As I write this, I’m at sea on an FPB-64 called Sarah-Sarah. The owner invited me to take a run from St. Thomas, USVI, to Marathon Key, Florida, a trip I just couldn’t turn down. When shifts came up for discussion, I pushed hard for me to take the “dreaded” midwatch. This was a strategic move on my part that was simply about safety.

This is my first time on this boat. I was not familiar with its systems, and despite a very thorough pre-sail brief, I have no prior experience with its operations. I learned how to operate the radar, how to take control back from the autopilot and received other instructions, but even getting my brain reacquainted with the COLREGS was going to take a few days. No matter my, or anyone else’s, past sea experience, on an unfamiliar boat, even an experienced captain is “the new guy,” and that changes how we should think about crew rest.

Crew rest is part science, part art and a fair amount of human behavior analysis. I know myself. My years in search and rescue have taught me that I do well when woken from a deep sleep and tasked with work; that I can sleep well during the day when the task is over. Simply put, I’m good at midwatch and that’s reason enough to take the shift.  So, I told the owner, “I want you to be the most well-rested person aboard, Cap. I’ll take the midwatch.”  But my motives were about him and his mate, not myself.

Veteran sailor Lin Pardy once told me that a minimum requirement for crew rest is, “Half the crew, head down, half the time.” She clarified that statement by saying that the off-watch crew should be “not just off the helm but truly resting.” I have always remembered that.
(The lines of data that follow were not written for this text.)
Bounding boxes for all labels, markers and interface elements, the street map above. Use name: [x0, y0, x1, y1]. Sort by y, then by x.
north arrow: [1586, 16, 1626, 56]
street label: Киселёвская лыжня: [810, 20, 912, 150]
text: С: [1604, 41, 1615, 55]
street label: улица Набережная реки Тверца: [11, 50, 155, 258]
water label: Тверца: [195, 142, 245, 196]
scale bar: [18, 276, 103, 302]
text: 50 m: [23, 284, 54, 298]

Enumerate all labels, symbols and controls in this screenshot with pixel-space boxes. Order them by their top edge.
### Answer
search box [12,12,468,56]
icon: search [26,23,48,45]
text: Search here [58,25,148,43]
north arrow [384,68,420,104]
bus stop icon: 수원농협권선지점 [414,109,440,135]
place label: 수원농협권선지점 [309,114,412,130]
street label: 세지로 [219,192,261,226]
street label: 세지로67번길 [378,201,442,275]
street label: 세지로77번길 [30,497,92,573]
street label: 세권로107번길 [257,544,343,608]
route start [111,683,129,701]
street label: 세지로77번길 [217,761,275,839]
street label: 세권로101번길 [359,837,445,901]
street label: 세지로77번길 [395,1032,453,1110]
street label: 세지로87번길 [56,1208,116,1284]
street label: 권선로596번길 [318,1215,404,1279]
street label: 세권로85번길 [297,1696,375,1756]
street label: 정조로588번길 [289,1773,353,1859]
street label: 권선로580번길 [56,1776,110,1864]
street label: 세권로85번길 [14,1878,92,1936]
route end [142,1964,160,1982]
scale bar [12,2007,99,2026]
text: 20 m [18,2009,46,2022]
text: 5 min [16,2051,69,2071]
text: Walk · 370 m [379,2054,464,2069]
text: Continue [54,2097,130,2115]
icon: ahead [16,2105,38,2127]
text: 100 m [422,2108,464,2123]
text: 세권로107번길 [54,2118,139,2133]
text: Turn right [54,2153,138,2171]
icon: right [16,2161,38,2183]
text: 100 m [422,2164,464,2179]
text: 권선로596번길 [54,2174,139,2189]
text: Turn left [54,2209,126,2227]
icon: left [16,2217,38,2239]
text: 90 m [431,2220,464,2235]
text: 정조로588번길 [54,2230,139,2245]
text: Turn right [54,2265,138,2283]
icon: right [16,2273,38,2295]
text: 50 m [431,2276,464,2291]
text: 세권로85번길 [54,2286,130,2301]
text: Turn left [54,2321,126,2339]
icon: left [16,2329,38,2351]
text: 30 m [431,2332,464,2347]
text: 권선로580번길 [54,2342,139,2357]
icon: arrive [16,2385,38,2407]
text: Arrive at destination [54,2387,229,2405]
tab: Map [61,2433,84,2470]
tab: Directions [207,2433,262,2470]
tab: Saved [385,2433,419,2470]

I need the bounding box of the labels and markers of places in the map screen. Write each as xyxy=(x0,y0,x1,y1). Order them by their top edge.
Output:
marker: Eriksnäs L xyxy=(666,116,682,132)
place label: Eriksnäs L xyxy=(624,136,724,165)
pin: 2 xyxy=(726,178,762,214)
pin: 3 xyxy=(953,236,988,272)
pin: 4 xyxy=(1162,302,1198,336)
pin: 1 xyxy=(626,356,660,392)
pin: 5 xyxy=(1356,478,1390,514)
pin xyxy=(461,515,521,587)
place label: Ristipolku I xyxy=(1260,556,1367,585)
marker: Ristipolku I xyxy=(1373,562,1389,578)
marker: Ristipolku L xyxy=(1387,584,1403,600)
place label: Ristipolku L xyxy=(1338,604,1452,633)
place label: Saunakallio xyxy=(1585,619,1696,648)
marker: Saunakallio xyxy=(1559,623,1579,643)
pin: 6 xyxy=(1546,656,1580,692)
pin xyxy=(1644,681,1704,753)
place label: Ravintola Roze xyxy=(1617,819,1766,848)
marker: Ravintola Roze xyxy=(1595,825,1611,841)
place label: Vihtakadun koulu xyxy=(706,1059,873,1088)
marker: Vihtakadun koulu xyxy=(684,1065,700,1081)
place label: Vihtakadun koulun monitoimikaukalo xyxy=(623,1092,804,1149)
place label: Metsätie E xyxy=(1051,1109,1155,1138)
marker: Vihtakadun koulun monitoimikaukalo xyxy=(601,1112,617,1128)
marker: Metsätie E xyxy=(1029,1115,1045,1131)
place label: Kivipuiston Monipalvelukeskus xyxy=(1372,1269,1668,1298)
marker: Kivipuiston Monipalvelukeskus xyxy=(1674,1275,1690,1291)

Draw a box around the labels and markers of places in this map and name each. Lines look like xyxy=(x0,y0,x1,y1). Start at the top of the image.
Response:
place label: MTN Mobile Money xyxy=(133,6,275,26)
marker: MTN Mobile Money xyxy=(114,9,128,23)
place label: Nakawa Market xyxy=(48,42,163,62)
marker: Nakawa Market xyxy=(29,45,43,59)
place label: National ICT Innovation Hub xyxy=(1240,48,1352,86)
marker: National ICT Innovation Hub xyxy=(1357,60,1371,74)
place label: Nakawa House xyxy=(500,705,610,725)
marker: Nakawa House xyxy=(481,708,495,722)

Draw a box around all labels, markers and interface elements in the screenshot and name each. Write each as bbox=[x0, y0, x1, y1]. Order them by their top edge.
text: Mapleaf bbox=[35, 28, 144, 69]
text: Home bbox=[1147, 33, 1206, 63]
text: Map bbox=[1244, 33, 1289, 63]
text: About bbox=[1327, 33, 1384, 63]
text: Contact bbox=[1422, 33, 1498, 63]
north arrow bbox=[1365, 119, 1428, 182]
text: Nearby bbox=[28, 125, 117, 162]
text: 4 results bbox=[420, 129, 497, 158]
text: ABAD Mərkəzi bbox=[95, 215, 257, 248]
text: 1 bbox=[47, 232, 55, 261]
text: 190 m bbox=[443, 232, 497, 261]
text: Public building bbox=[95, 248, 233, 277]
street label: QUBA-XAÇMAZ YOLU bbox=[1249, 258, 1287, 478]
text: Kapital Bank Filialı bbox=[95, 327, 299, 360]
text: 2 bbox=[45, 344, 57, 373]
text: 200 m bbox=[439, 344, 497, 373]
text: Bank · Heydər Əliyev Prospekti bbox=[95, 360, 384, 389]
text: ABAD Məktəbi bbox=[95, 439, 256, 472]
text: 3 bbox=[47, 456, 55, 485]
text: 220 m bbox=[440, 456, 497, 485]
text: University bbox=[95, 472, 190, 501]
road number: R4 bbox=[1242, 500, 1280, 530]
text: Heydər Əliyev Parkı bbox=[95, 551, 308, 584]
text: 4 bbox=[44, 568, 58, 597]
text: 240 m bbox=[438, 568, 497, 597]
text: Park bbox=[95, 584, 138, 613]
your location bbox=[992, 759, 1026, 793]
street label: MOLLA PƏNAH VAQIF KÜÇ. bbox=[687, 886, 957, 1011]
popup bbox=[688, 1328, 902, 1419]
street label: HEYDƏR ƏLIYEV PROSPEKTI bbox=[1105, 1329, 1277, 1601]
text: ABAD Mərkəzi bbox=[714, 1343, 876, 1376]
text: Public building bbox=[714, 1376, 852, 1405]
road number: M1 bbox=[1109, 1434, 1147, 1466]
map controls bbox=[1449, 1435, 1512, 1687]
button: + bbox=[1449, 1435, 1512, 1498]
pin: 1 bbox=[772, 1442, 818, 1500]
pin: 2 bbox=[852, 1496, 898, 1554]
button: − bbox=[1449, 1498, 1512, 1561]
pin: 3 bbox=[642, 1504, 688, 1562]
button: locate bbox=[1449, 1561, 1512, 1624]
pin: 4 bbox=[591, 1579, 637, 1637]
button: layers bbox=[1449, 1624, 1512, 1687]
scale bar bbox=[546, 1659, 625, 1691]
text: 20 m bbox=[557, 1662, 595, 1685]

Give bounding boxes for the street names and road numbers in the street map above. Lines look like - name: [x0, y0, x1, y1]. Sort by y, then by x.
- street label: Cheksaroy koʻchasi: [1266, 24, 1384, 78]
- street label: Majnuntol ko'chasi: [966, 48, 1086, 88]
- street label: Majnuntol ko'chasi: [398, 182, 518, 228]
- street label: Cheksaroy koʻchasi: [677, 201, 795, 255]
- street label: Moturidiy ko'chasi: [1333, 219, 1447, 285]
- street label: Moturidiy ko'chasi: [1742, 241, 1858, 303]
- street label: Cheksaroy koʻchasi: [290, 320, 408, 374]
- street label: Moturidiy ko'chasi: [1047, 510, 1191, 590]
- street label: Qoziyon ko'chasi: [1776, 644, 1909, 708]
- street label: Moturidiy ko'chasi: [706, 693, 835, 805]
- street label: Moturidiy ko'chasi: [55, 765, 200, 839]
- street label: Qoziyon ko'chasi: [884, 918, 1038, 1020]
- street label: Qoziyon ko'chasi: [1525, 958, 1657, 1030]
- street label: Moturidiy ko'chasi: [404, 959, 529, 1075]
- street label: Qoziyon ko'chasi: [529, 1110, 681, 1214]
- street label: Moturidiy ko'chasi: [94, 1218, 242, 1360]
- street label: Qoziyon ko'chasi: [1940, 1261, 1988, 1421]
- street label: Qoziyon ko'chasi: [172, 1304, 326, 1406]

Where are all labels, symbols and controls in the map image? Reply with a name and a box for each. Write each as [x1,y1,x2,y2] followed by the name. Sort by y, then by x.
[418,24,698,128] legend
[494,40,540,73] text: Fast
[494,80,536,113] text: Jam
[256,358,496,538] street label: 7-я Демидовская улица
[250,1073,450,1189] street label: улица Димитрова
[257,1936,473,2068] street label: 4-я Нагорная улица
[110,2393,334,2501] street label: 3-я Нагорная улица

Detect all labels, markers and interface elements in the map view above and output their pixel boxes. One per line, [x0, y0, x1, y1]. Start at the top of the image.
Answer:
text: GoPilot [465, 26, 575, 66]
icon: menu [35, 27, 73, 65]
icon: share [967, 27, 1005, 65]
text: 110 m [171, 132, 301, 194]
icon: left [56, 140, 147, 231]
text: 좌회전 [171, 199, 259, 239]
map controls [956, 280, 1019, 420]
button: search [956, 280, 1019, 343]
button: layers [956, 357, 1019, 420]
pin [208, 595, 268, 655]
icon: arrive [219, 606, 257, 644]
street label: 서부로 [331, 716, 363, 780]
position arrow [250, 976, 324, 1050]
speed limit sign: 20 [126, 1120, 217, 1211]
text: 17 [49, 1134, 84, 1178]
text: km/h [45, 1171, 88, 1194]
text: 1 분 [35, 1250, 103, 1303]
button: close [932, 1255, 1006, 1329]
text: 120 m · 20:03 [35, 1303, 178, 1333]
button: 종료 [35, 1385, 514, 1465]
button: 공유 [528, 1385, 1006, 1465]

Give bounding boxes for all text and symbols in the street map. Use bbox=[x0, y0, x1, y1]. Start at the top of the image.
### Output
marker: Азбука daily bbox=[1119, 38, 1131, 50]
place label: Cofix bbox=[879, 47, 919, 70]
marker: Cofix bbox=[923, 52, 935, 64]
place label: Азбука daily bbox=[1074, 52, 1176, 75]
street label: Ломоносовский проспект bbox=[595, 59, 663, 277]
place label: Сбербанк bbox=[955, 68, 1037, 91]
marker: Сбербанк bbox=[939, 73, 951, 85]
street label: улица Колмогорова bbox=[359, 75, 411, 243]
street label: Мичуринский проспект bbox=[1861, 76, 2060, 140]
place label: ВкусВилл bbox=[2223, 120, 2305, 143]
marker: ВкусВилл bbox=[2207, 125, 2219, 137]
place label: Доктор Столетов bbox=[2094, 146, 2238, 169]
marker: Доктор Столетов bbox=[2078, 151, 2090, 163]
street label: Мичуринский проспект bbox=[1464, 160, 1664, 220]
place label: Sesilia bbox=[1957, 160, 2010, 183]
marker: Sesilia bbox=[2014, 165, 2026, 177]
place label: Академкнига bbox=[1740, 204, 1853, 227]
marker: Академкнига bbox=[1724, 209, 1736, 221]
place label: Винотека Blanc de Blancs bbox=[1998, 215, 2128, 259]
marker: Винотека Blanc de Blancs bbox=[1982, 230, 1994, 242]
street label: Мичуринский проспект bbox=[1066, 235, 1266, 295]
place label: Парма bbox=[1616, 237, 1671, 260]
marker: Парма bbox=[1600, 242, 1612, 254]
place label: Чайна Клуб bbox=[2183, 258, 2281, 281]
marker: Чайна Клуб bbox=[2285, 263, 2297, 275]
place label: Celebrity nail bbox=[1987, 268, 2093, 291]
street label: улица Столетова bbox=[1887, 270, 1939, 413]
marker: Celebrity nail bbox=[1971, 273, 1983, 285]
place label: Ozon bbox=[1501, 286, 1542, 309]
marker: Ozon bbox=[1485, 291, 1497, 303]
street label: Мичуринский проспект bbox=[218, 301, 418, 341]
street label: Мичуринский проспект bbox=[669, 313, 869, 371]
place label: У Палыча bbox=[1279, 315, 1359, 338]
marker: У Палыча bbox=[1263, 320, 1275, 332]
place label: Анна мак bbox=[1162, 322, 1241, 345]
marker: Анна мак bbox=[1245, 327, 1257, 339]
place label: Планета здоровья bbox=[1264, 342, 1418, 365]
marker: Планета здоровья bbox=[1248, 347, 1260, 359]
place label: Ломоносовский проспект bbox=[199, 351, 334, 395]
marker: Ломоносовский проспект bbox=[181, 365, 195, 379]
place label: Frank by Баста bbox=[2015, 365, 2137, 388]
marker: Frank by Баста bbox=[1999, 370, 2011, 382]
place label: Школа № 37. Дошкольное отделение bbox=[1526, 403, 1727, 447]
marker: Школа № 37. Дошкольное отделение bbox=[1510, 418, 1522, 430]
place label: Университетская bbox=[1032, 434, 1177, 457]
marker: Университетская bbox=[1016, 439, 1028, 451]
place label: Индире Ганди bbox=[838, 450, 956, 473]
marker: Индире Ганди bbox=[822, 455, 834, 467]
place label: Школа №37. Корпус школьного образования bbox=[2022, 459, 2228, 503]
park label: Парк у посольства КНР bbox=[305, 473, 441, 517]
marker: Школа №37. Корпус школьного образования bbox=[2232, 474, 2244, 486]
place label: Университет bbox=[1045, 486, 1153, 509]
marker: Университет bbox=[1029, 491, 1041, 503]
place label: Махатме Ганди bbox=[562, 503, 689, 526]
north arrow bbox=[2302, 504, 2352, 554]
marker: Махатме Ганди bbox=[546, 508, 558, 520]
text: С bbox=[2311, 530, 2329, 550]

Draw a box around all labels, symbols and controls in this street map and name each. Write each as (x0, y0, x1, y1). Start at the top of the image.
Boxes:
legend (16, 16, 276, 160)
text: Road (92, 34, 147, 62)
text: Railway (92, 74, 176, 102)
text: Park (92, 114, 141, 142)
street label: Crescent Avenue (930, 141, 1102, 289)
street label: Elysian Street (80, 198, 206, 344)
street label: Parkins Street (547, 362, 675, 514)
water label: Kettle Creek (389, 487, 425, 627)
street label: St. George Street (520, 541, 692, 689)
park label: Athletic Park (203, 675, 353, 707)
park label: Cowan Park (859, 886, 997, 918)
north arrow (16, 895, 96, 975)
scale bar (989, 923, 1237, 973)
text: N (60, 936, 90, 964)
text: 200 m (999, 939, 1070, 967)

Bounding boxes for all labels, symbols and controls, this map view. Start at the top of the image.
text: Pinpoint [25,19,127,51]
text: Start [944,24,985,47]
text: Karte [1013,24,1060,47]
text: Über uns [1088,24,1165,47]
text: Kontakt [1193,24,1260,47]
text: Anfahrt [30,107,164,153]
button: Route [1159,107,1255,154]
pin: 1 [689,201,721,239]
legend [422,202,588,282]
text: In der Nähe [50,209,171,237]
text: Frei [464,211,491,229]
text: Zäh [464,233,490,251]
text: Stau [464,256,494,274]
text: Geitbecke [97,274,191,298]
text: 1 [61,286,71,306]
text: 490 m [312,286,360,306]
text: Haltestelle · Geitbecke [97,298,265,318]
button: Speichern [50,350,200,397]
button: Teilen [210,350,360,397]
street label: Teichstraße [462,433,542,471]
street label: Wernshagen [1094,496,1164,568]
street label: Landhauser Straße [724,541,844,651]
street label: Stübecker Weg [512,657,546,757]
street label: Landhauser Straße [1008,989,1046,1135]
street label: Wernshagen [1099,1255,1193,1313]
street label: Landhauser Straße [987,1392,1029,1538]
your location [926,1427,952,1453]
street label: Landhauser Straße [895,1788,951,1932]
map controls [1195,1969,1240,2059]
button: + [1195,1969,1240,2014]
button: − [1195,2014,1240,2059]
But once again, context matters. If anyone is going to have their sleep patterns broken, it should be the same crew member whose job in an emergency would be to largely “stay out of the way” when real decisive actions about vessel operations have to be made.

If you are a new member of the crew, then you have a responsibility to do two things when you are off the watch. First, rest as much as you can before and after that late night watch. And secondly, to ask questions, learn, and practice using the ship’s systems, when you’re not resting.

Aboard Sarah-Sarah, we set a hard line for when I (the new guy) would wake the captain from his long sleep during my mid-watch shift.  If a vessel’s closest point of approach is a quarter mile or less— or if I’m worried that it might be—or if I feel uneasy for any reason, I am to wake him up. I’m comfortable with those rules and I’m sure tonight’s watch will be as uneventful as last night’s when I took Carnival’s Mardi Gras cruise ship 8 miles down the starboard side. It made for a perfectly dull watch. Regardless, with my free time today I’ll be digging into the Furuno manual to see what else I can get the radar to do. I’ll also spend some time in the engine room with the fuel manifold and understand how tank-to-tank transfers are done. I’ll be doing that and resting.

I’m the new guy. This is the best way I can add value to the voyage. It will keep the old salts rested and fresh. It will make all of us safer out here.